**Work to complete**
List all lines of the data that include the string "권율대로".

---------------

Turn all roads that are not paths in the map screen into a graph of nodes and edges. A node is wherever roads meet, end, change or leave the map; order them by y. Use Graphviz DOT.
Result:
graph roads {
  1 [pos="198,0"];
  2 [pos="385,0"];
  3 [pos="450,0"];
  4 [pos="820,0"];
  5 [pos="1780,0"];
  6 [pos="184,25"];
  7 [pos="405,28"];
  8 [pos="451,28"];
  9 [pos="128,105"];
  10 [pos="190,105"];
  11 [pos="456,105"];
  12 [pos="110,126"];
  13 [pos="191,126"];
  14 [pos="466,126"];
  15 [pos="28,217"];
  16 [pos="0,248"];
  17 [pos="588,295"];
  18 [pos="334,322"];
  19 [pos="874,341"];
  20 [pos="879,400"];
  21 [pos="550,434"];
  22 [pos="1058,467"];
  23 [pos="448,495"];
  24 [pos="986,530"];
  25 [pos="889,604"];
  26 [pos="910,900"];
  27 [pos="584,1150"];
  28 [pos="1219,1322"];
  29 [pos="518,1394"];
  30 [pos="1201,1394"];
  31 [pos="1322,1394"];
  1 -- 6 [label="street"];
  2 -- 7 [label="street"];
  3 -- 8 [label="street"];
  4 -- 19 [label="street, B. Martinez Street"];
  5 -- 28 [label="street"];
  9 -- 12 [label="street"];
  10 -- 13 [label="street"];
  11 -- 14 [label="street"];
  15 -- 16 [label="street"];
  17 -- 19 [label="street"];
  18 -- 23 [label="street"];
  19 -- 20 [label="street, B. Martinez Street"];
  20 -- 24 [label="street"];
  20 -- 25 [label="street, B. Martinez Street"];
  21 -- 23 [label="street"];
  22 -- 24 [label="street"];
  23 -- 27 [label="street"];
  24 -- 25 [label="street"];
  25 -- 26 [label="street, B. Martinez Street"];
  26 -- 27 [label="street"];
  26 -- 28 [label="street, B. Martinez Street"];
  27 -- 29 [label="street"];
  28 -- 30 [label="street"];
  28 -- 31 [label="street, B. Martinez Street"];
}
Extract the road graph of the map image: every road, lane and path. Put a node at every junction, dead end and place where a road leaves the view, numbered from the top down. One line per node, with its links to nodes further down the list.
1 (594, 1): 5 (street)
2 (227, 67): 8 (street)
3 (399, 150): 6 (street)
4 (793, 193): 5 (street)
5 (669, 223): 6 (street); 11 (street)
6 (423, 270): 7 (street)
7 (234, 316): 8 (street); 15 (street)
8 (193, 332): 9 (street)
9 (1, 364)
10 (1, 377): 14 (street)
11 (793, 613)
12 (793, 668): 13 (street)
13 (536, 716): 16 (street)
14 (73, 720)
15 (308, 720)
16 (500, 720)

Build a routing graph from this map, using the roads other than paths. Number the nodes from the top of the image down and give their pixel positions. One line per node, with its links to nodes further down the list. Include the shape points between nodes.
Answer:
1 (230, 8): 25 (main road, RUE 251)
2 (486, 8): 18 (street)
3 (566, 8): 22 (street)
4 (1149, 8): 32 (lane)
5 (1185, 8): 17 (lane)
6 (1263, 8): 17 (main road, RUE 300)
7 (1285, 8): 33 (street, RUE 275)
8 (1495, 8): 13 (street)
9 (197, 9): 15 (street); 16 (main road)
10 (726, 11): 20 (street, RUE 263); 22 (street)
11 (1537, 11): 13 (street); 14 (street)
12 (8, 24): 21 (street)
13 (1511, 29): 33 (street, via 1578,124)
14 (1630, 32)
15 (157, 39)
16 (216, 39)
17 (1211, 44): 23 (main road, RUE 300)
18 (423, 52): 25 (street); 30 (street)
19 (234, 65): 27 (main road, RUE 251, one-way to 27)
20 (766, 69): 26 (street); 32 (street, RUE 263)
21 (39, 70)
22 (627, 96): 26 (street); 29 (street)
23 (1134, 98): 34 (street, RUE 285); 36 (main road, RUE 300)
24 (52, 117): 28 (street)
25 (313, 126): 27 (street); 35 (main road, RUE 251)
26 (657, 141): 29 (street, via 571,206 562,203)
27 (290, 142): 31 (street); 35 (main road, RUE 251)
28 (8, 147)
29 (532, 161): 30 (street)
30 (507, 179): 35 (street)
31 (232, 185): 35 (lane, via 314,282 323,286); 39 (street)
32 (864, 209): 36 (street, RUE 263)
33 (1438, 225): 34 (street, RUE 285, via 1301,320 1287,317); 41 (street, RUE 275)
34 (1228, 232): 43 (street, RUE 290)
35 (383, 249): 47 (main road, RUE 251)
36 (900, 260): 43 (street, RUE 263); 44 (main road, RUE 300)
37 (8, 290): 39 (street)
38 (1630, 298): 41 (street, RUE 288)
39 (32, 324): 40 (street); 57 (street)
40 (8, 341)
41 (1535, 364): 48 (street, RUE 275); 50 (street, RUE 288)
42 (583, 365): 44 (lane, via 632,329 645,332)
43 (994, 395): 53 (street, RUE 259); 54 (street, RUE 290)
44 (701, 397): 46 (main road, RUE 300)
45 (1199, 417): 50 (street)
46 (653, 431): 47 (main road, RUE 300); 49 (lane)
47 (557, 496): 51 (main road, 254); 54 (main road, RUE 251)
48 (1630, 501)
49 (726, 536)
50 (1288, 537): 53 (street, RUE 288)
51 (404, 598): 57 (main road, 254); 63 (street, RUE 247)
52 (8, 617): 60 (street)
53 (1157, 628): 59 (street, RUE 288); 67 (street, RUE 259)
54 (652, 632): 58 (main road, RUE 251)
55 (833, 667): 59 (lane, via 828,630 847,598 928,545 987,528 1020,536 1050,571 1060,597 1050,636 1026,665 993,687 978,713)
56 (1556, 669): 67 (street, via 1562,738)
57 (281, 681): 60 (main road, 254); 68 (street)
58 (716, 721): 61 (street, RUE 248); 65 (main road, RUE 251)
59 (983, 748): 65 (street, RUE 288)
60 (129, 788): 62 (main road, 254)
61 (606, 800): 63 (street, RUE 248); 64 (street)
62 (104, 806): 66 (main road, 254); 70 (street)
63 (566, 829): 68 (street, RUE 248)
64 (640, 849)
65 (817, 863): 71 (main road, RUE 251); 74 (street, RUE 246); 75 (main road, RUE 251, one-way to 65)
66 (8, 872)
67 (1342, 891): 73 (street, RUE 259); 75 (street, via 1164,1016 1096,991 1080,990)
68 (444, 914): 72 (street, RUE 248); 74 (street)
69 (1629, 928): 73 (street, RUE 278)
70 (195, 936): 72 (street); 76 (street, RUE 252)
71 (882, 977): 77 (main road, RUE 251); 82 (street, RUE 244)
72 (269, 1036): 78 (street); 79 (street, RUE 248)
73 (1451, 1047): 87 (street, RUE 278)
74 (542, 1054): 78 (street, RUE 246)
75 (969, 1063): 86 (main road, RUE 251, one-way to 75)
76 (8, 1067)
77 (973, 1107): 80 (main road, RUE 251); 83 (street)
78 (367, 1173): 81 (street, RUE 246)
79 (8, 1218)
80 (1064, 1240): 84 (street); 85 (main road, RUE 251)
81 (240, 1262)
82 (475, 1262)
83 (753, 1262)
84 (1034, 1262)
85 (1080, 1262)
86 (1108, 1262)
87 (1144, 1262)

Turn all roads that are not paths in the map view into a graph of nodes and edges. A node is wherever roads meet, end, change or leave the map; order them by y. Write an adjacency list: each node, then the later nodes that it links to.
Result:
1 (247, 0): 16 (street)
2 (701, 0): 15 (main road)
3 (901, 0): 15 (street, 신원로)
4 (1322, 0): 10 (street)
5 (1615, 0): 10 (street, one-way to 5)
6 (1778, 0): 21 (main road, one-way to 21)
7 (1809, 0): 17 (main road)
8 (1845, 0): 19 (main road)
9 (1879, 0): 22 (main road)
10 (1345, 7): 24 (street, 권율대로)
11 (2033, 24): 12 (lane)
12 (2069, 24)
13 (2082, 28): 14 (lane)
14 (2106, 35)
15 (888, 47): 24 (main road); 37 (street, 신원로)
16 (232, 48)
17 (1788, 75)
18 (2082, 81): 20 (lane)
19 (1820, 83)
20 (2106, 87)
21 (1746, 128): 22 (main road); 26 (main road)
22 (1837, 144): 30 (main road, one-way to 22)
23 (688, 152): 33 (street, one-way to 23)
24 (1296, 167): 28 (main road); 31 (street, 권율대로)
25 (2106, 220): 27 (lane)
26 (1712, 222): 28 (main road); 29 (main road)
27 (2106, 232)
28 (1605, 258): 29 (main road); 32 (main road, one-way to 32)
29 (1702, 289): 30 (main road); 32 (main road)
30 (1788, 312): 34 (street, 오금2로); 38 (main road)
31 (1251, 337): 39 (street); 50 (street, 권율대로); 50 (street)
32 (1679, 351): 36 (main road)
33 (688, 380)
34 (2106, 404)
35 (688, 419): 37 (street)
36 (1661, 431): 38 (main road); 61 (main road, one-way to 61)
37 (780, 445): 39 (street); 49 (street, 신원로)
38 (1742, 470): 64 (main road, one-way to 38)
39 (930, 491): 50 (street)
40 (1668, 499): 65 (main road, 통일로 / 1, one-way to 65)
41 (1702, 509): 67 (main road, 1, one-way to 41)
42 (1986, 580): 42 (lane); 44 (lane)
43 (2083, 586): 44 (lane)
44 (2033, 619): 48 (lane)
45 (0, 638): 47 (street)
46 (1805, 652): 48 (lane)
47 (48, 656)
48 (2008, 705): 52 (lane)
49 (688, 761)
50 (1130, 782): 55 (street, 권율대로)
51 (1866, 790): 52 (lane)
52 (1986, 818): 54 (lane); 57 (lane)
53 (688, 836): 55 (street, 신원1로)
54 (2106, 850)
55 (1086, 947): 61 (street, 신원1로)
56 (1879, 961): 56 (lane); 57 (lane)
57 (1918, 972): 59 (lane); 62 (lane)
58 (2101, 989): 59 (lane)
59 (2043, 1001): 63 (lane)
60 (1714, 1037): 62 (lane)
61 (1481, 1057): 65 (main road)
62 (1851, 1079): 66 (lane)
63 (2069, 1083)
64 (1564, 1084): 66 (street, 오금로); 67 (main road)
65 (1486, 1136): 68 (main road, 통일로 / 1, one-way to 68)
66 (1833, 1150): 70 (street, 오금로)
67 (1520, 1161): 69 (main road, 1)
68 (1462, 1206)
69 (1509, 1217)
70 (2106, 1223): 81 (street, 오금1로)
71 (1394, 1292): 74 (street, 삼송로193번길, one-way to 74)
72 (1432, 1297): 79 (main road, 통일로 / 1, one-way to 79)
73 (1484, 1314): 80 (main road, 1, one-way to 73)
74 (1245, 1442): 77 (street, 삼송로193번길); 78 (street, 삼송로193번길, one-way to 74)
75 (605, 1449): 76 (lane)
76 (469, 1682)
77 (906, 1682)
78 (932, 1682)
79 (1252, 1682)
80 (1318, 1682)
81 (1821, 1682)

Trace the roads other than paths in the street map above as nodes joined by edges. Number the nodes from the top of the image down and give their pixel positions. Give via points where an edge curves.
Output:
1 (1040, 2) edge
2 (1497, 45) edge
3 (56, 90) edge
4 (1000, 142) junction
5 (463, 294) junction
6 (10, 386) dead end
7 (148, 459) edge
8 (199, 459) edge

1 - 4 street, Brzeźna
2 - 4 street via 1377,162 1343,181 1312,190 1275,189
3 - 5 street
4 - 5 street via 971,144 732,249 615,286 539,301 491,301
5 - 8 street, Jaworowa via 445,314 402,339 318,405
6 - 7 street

---------------

**Answer box**
10 (1345, 7): 24 (street, 권율대로)
24 (1296, 167): 28 (main road); 31 (street, 권율대로)
31 (1251, 337): 39 (street); 50 (street, 권율대로); 50 (street)
50 (1130, 782): 55 (street, 권율대로)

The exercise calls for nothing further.